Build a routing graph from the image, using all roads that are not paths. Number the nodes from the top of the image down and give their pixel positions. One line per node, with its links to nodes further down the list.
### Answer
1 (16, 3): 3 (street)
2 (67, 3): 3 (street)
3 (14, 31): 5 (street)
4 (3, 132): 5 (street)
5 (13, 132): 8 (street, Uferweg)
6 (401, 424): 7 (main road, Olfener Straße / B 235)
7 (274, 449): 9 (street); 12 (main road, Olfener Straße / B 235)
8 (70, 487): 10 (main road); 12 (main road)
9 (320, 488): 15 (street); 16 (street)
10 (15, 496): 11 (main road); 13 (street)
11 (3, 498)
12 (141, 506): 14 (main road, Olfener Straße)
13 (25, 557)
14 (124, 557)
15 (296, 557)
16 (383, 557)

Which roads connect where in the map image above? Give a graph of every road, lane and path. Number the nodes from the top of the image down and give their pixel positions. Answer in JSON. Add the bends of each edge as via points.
---
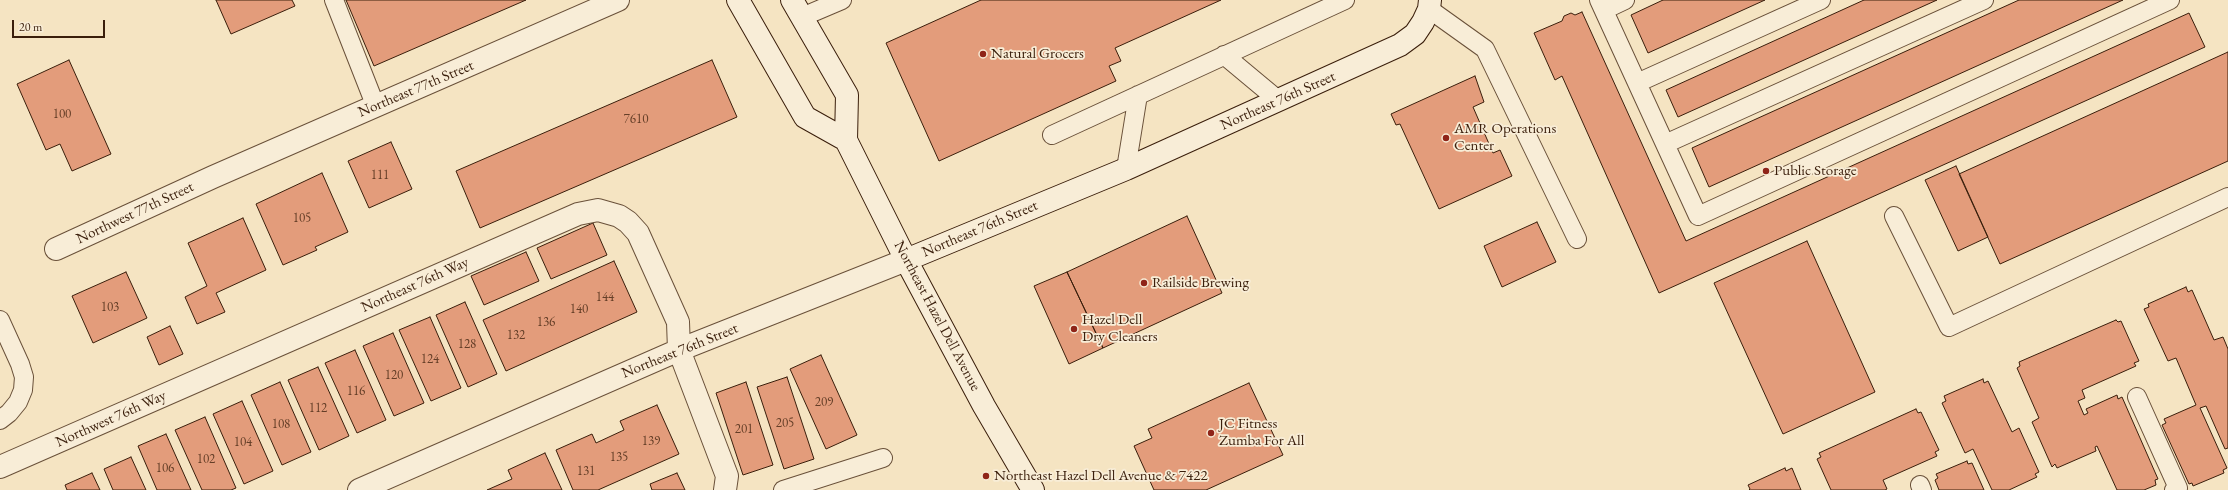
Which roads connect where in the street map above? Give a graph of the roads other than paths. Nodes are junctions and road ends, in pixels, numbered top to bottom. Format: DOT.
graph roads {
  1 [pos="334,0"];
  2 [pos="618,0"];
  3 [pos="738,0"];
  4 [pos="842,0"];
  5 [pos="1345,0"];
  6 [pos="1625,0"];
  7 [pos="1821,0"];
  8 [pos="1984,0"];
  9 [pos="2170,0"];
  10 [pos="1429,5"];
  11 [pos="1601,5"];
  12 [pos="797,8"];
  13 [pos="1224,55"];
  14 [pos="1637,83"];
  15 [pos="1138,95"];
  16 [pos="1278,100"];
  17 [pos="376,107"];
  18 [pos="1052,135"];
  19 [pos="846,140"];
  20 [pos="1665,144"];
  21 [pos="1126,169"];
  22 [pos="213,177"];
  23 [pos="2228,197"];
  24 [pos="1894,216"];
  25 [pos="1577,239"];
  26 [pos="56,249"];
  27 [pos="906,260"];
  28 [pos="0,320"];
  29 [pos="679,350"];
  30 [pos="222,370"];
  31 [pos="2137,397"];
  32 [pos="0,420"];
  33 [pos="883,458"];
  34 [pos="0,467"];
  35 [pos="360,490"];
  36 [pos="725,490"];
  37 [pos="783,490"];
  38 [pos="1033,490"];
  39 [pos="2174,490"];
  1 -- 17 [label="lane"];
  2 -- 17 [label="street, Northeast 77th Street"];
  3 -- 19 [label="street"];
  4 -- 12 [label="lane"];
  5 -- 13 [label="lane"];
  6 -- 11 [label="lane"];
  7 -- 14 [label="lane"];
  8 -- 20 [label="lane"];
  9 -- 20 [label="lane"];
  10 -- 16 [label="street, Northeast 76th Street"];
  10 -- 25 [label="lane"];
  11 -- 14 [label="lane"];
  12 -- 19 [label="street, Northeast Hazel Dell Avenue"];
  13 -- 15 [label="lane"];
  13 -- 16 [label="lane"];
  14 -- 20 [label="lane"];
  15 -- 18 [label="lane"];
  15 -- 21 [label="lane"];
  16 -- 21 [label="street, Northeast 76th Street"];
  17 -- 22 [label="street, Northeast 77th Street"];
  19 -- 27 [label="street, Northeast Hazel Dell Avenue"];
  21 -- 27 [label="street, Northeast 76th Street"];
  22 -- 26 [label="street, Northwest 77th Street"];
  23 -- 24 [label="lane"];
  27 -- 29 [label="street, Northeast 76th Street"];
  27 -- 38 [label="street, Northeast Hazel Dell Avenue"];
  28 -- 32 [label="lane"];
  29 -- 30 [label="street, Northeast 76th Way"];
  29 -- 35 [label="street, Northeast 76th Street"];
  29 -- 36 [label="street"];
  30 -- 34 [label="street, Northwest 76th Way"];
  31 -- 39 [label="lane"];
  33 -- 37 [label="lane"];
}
...
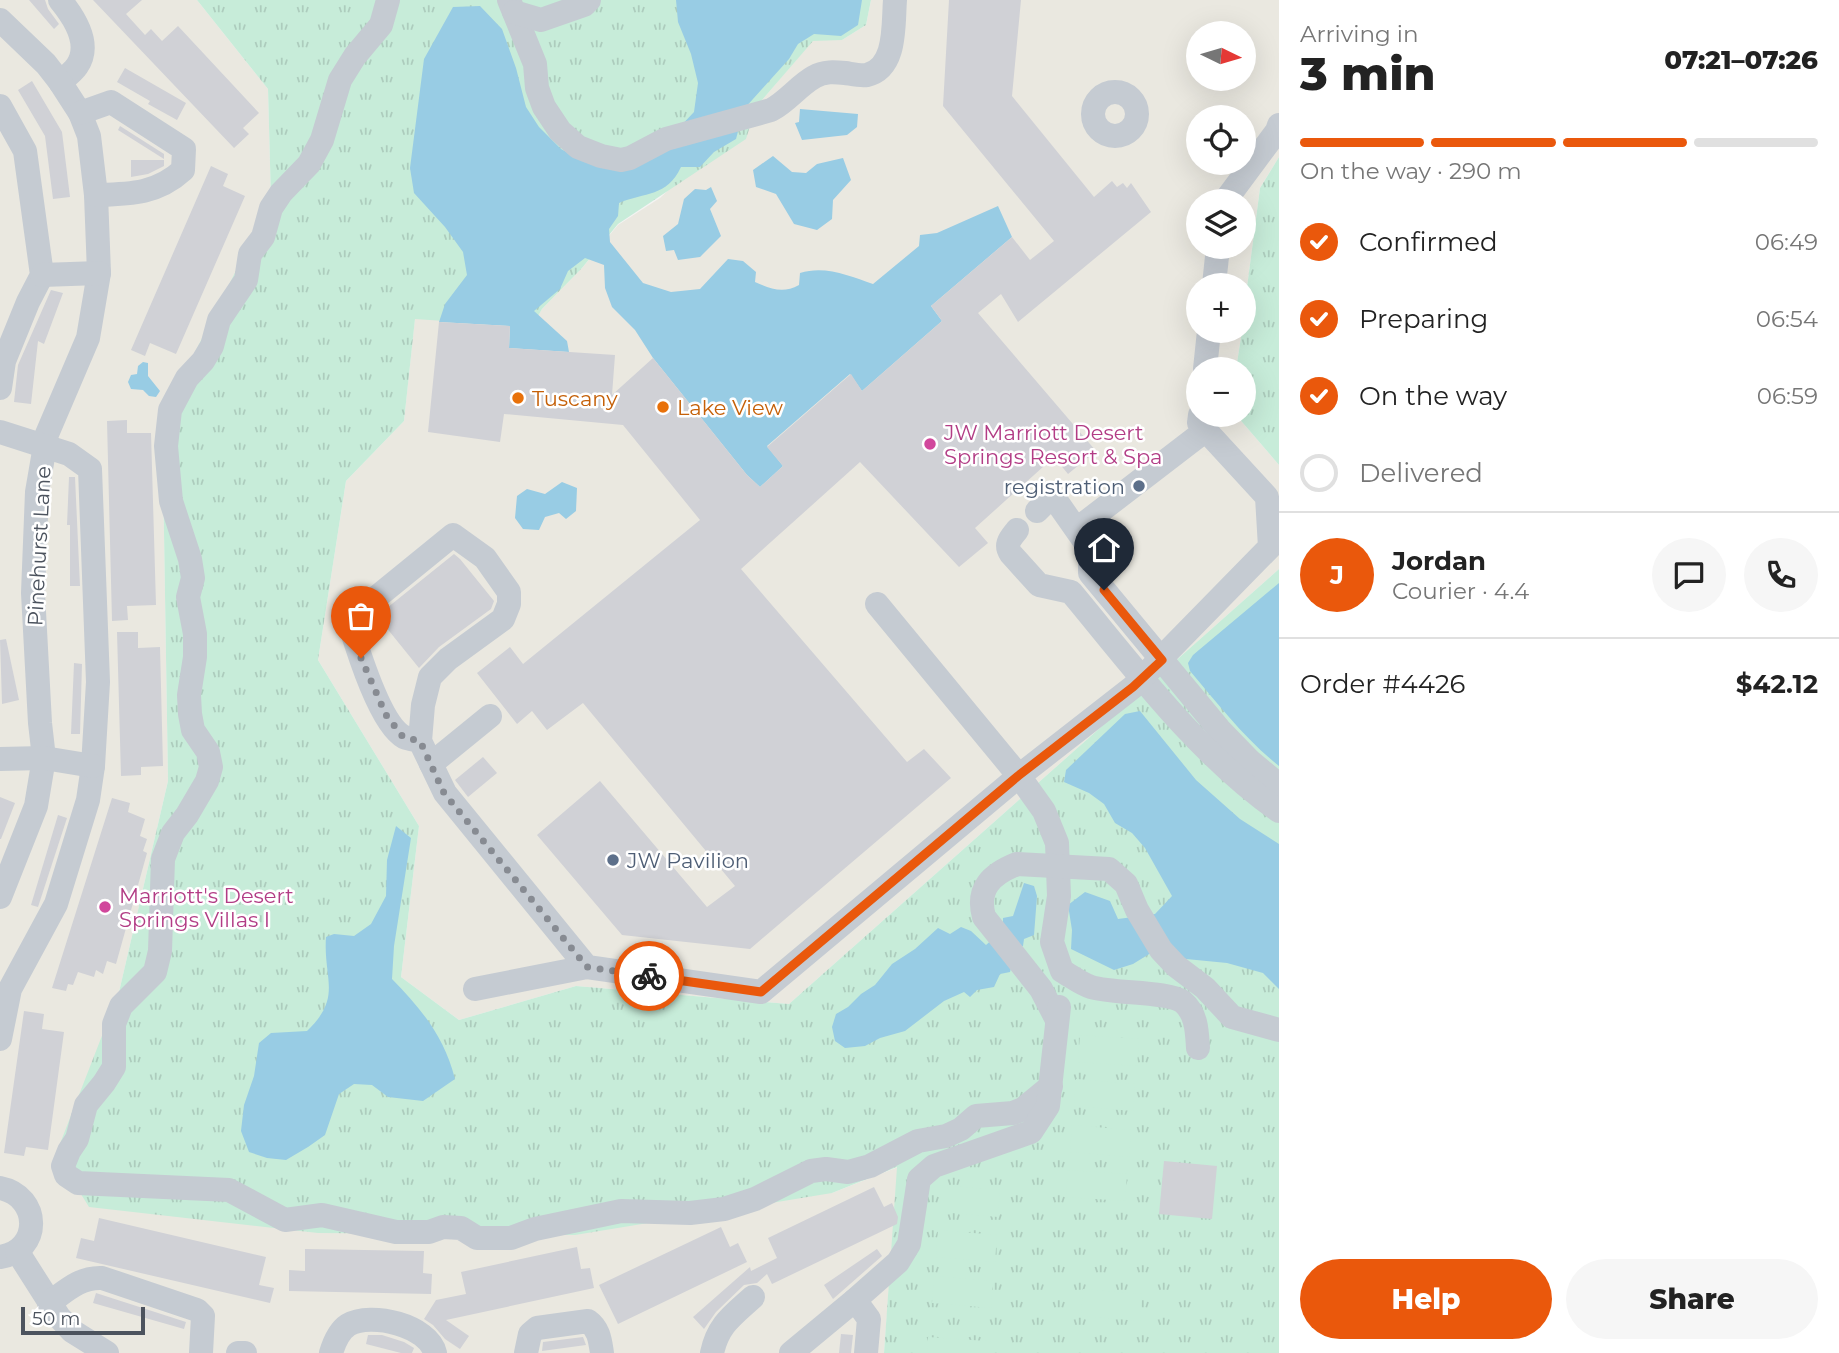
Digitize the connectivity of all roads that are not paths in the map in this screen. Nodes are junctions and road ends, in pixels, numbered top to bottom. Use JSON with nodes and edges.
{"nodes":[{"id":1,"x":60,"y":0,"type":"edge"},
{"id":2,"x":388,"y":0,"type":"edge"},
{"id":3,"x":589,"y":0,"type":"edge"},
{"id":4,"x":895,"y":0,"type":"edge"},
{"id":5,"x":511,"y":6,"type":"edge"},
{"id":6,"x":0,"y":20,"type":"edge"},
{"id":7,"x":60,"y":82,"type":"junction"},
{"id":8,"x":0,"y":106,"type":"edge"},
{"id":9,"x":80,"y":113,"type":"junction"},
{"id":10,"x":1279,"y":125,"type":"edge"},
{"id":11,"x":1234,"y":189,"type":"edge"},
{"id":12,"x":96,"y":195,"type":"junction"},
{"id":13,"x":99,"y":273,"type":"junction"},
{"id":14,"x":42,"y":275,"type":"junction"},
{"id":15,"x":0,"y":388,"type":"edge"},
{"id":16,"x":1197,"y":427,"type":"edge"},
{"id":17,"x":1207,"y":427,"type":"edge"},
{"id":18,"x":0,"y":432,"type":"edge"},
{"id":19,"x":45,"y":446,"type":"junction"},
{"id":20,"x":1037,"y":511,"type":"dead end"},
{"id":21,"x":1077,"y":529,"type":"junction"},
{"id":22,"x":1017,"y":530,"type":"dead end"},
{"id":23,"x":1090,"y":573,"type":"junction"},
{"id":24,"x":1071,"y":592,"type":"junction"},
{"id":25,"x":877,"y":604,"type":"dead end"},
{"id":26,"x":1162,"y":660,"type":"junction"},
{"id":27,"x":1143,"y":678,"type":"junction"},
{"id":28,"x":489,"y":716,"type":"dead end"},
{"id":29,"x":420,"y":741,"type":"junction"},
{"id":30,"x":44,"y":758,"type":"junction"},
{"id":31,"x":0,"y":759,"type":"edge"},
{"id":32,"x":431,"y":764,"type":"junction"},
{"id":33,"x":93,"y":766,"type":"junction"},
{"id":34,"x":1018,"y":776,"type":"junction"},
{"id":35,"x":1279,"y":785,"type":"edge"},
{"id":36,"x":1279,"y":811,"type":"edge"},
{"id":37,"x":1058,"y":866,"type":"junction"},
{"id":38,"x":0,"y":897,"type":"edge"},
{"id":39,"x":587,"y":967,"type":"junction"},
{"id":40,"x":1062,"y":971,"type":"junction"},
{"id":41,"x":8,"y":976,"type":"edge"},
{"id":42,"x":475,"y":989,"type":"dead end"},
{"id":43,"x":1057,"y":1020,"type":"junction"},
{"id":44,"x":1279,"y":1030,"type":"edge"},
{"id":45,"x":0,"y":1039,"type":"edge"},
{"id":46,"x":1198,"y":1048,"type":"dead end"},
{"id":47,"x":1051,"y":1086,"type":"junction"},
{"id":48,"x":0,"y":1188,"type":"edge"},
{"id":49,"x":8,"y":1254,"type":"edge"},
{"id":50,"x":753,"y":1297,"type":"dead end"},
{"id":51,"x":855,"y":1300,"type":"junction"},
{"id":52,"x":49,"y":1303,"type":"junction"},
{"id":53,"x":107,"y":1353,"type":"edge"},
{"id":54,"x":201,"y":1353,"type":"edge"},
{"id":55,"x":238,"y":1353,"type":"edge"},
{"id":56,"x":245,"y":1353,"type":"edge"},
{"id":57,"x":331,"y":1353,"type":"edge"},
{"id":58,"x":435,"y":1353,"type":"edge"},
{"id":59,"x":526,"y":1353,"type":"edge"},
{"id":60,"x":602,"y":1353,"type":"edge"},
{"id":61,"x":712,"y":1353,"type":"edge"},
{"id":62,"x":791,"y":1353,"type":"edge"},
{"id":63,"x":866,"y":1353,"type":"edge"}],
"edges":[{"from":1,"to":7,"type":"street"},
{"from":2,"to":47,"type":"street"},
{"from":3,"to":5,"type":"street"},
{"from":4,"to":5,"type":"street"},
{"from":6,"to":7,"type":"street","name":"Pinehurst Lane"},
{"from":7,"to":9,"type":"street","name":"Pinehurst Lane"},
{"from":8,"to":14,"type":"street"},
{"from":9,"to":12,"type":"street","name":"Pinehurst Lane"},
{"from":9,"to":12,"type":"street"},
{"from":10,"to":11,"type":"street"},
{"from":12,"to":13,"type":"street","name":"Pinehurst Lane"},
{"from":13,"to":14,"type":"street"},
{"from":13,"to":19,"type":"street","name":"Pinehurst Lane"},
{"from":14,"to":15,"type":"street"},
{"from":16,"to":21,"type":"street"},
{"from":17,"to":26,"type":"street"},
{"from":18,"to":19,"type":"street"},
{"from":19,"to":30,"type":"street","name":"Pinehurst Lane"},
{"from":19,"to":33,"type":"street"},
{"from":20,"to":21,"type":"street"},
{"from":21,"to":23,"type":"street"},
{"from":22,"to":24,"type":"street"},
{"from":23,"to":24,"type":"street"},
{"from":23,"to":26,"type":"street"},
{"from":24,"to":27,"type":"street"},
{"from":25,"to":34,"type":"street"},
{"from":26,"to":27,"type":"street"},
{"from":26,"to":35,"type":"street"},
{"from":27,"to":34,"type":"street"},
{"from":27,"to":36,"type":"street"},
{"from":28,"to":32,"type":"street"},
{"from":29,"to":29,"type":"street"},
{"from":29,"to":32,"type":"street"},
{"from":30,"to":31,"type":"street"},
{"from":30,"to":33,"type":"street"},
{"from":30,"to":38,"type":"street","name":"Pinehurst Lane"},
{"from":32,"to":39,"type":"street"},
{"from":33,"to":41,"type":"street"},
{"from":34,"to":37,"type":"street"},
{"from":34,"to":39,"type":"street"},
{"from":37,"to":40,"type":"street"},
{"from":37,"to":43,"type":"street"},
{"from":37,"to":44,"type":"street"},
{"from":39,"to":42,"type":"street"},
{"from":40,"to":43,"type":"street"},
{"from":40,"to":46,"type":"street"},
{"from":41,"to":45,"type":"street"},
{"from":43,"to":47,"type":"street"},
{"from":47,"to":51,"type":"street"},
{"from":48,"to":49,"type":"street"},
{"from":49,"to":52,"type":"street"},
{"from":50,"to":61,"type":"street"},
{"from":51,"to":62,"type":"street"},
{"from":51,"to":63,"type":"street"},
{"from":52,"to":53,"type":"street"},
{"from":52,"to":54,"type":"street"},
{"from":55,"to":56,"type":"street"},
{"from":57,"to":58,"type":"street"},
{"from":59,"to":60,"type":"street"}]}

Work instruction | All lines in the listing above that contain "image" should be shown.

Solution below |
Build a routing graph from the image, using all roads that are not paths. Number the nodes from the top of the image down and give their pixel positions. One line per node, with its links to nodes further down the list.
Which roads connect where in the map image above? Give a graph of every road, lane and path. Number the nodes from the top of the image down and give their pixel positions. Answer in JSON. Add the bends of each edge as via points.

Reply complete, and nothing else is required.